**DIRECTIONS FOR THIS TASK**
Give the number of lines containing "JSON" in this listing, with no other words.

**EXERCISE INPUTS**
____________________

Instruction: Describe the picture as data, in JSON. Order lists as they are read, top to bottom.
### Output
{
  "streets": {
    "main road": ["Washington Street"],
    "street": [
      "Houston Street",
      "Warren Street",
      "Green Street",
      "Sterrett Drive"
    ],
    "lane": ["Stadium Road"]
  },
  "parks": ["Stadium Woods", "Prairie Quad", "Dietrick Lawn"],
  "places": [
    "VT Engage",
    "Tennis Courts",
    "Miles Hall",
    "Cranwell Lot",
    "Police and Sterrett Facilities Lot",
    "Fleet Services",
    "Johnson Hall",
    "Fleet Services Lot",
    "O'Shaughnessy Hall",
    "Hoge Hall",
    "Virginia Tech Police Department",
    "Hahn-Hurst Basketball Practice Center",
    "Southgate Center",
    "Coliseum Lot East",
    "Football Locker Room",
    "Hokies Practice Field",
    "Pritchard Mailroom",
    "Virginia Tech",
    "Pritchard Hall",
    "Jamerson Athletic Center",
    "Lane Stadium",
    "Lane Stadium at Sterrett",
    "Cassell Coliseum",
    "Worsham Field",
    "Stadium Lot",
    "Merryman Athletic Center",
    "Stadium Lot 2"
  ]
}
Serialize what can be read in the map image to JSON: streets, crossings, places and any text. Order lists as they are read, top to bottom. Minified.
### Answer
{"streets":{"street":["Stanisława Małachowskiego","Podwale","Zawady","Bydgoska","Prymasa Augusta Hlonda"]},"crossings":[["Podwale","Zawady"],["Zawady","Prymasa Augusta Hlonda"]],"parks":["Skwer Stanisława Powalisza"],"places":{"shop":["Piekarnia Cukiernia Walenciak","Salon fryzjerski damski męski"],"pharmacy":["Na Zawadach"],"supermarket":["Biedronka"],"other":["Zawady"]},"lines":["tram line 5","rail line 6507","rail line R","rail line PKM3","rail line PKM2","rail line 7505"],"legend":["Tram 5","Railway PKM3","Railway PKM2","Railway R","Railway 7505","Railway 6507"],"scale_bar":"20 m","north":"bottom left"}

____________________

**OUTPUT BELOW**
2